_ASSIGNMENT_: Your task is to find every line in the records that holds the string "Left" and copy it.

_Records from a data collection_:
-------

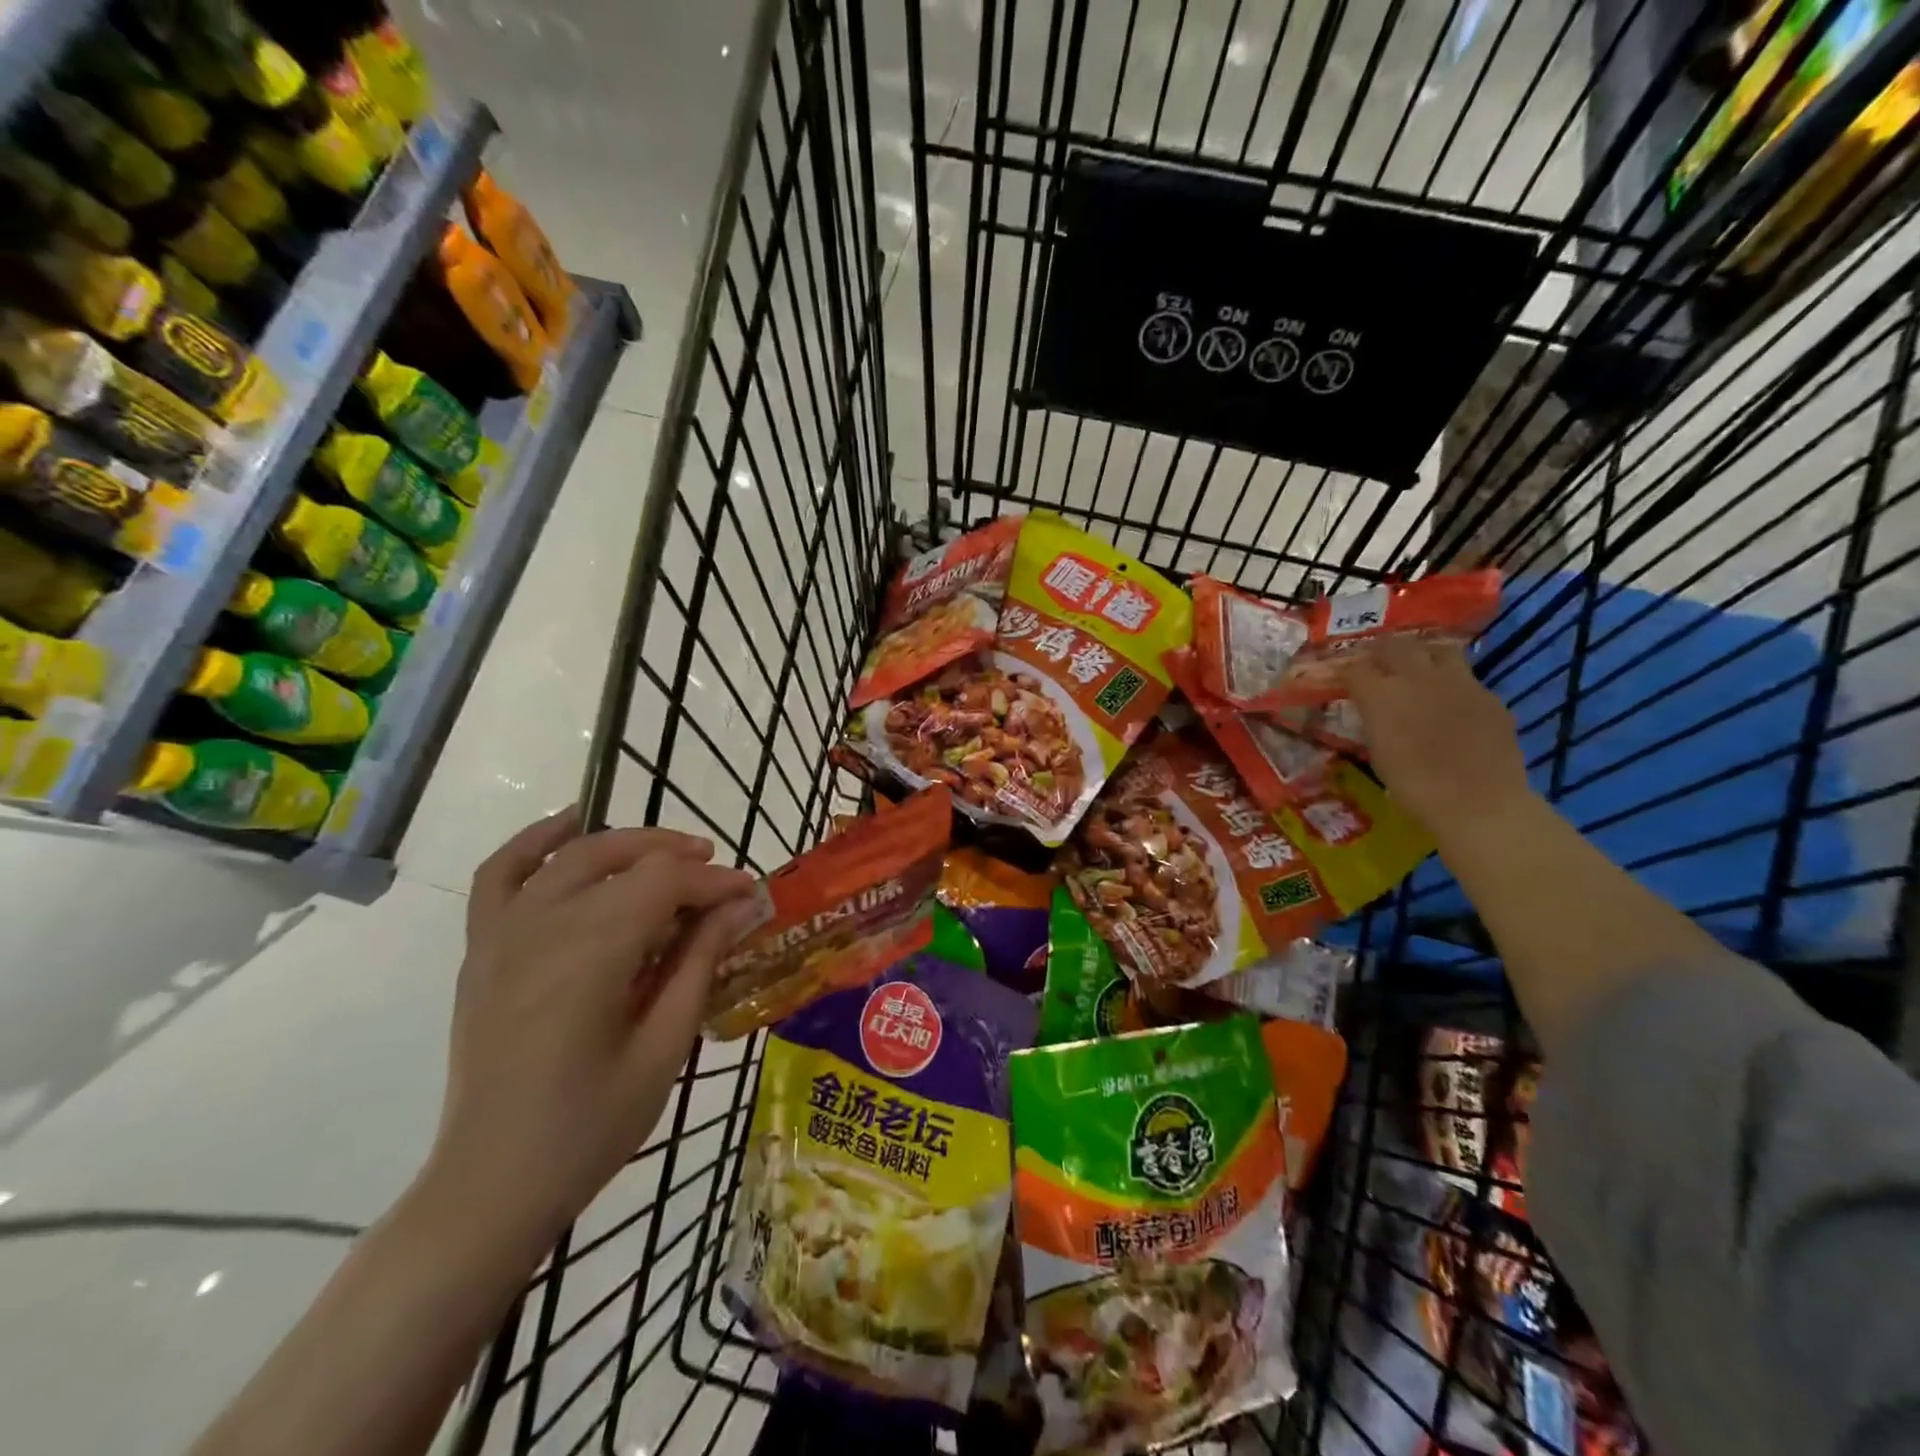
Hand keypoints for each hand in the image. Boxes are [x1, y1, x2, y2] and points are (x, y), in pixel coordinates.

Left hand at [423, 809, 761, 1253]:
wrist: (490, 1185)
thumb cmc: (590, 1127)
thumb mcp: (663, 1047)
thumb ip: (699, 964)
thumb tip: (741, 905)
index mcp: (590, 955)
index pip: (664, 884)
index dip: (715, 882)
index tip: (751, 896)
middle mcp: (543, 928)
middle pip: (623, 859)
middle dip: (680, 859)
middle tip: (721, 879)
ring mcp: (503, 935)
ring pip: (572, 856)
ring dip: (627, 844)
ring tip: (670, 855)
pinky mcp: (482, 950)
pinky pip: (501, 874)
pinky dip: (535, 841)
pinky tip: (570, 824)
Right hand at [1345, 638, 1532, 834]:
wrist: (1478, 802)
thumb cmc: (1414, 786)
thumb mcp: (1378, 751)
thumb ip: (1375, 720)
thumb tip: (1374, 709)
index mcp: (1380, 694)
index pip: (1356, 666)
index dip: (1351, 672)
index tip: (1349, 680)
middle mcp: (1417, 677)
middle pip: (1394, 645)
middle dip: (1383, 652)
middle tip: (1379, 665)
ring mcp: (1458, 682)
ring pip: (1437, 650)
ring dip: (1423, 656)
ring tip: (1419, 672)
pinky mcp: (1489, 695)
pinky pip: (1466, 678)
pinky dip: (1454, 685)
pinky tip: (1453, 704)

-------

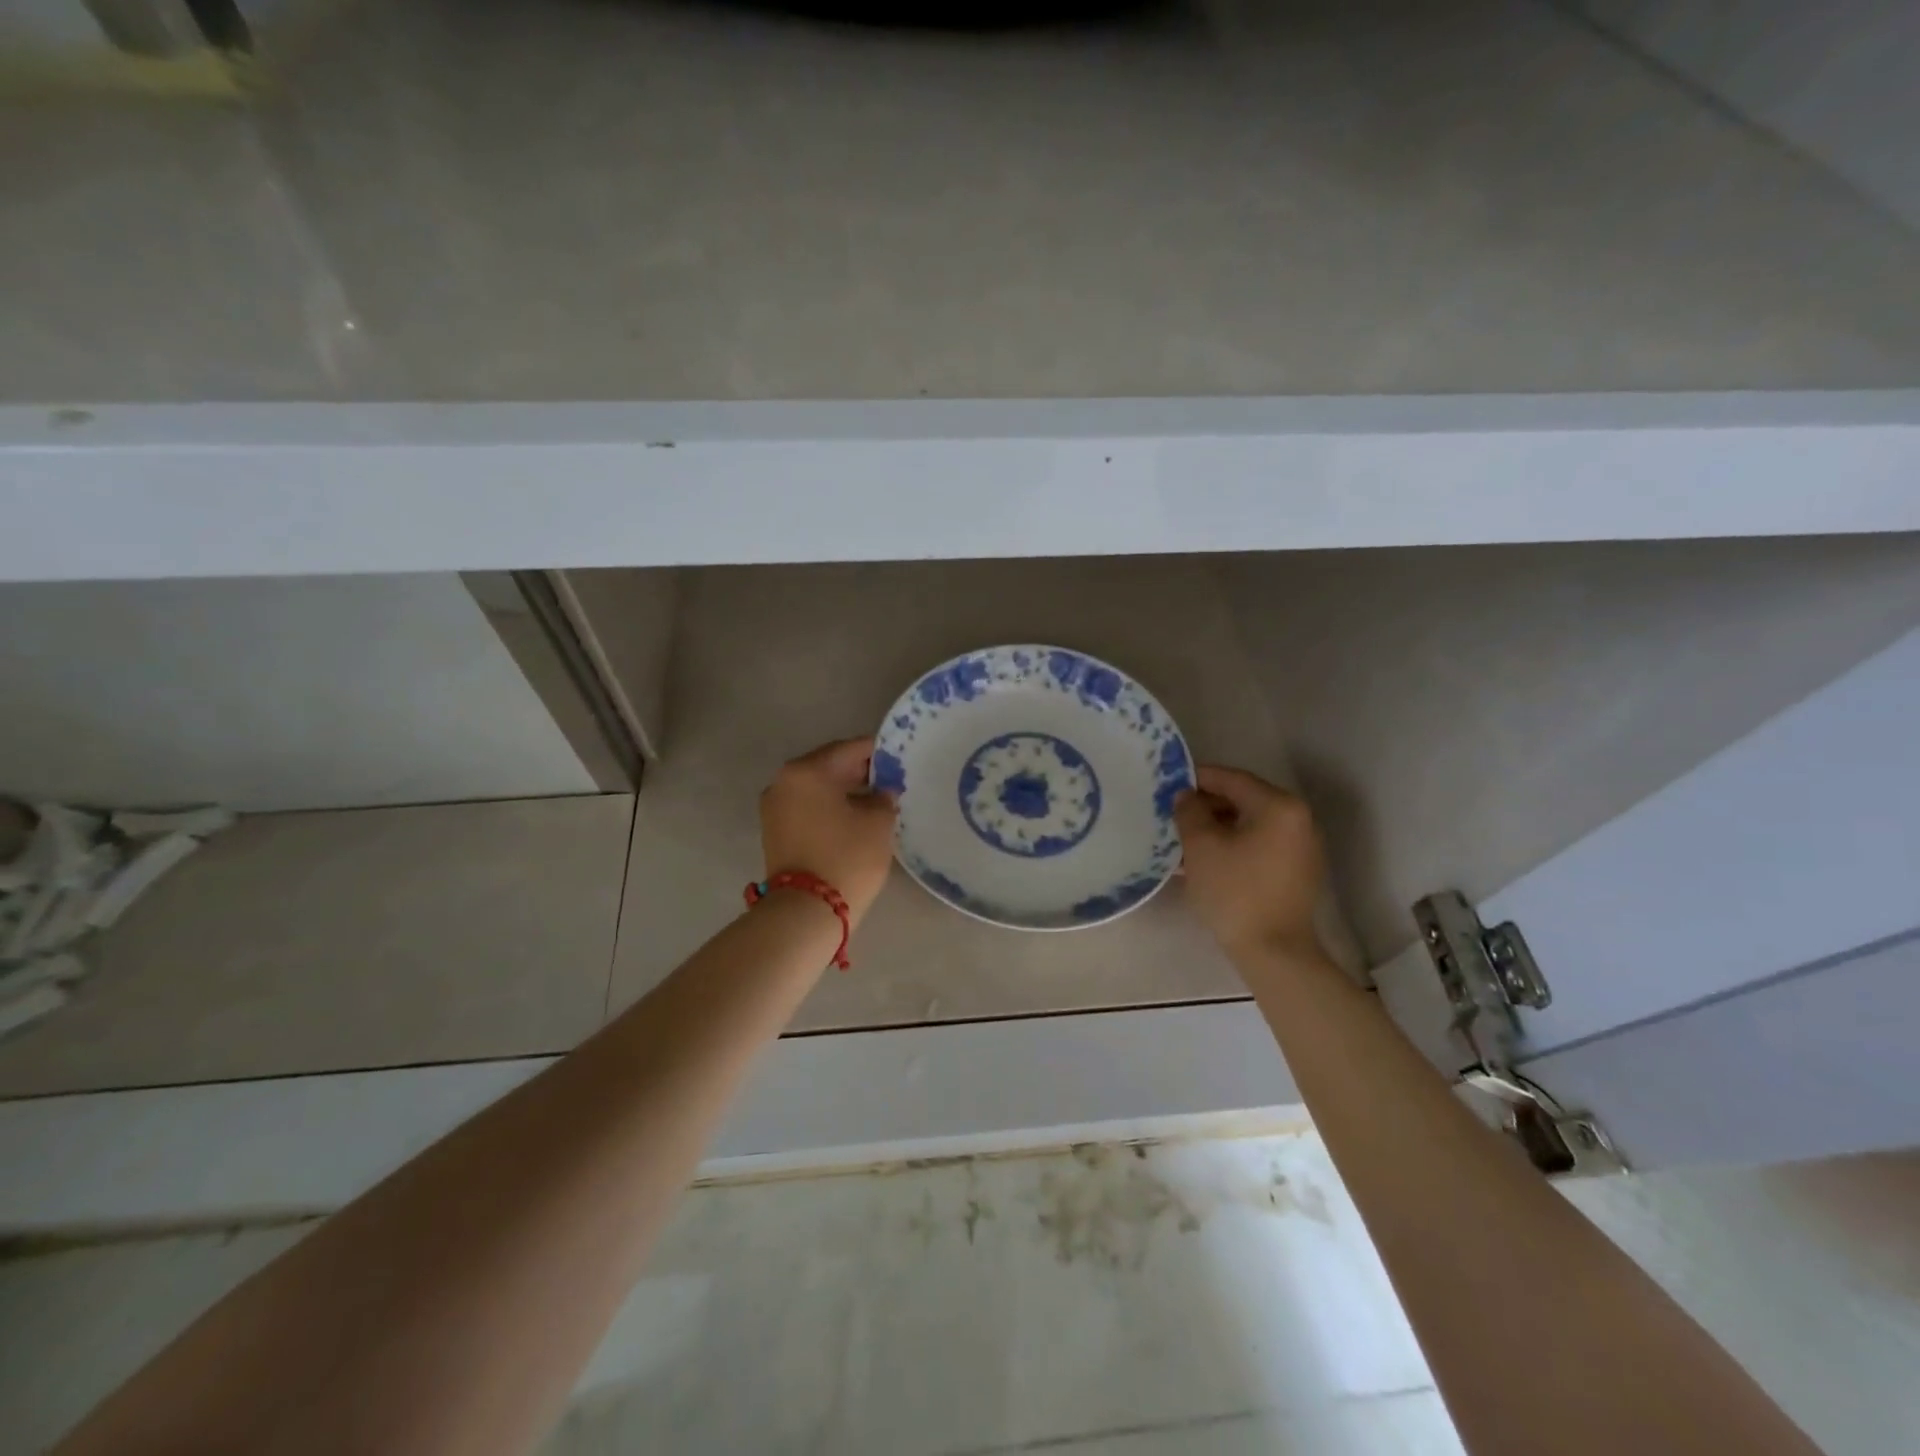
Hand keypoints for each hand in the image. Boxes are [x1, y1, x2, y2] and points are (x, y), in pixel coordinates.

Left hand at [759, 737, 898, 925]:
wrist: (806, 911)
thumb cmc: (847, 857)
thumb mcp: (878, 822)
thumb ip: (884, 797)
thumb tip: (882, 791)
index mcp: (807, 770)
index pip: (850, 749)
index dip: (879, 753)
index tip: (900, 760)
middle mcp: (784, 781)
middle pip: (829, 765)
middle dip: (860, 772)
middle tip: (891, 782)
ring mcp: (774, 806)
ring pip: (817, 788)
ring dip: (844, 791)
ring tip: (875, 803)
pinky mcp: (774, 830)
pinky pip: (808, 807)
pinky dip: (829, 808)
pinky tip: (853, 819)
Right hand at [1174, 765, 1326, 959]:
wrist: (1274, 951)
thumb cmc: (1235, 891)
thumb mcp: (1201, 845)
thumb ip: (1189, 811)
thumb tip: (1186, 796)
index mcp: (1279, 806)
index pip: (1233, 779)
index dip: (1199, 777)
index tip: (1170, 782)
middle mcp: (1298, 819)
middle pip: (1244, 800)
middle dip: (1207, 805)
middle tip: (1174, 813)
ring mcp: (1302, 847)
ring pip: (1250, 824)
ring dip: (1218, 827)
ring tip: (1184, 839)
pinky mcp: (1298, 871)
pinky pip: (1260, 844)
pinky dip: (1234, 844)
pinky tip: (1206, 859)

-------

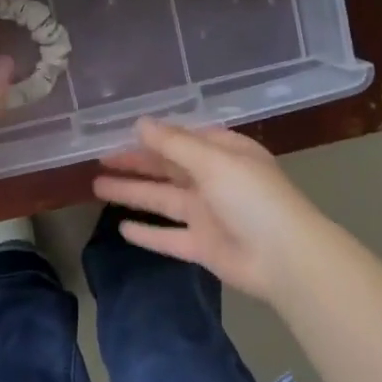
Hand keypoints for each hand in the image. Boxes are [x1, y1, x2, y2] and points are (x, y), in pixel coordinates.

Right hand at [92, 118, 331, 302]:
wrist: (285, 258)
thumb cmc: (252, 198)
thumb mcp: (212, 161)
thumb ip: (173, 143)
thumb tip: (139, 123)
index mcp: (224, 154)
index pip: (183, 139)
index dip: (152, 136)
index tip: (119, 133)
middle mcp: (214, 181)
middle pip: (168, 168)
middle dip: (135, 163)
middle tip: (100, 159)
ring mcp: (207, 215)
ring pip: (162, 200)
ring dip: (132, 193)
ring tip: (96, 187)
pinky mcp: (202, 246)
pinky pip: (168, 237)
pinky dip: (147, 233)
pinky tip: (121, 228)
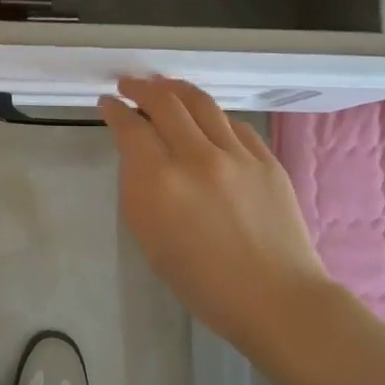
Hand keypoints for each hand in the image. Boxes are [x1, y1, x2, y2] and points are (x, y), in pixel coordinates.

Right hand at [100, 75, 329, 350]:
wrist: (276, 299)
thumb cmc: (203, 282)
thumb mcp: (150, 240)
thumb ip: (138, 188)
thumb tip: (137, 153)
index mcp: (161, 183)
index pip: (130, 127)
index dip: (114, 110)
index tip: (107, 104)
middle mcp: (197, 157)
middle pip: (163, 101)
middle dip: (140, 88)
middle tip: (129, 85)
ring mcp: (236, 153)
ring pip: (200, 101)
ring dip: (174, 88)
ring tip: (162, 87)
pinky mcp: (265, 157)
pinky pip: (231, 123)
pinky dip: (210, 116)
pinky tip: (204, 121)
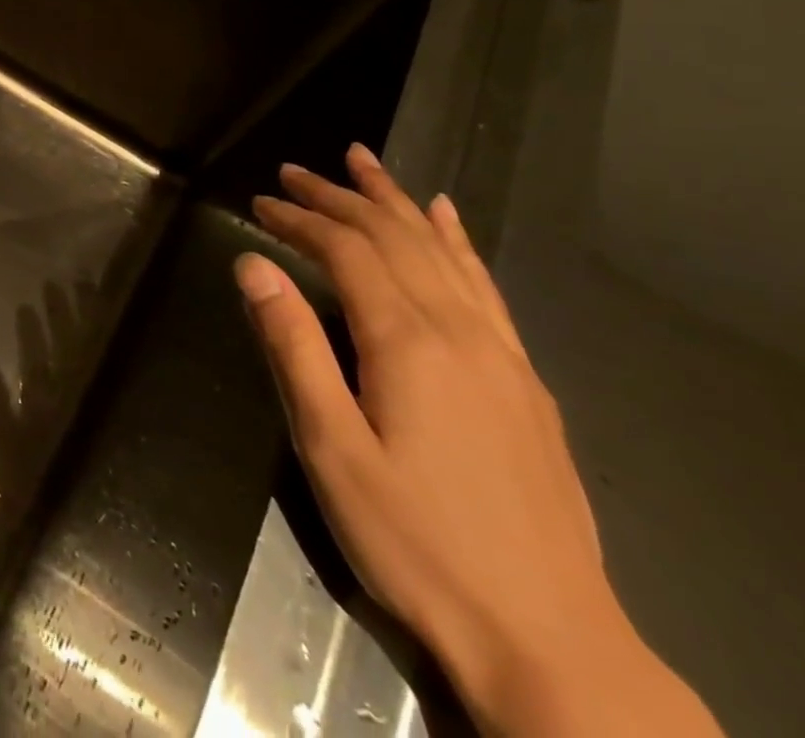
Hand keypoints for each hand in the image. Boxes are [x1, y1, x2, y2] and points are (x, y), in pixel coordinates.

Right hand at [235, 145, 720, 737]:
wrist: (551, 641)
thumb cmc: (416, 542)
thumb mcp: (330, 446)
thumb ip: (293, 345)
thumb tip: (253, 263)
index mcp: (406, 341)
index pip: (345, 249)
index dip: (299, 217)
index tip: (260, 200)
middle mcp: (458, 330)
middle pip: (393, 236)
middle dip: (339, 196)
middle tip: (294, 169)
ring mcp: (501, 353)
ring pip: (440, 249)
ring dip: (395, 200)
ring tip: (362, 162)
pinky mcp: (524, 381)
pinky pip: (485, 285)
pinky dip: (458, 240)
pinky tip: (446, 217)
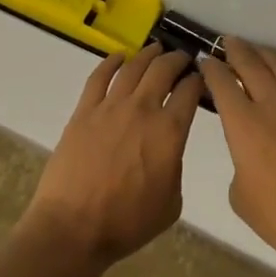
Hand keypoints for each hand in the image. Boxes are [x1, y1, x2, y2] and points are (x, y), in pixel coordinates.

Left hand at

-------

_ANSWER TO THE EXERCISE_:
Left hand at [423, 809, 761, 1253]:
Left hand at [759, 737, 898, 925]:
Left hand at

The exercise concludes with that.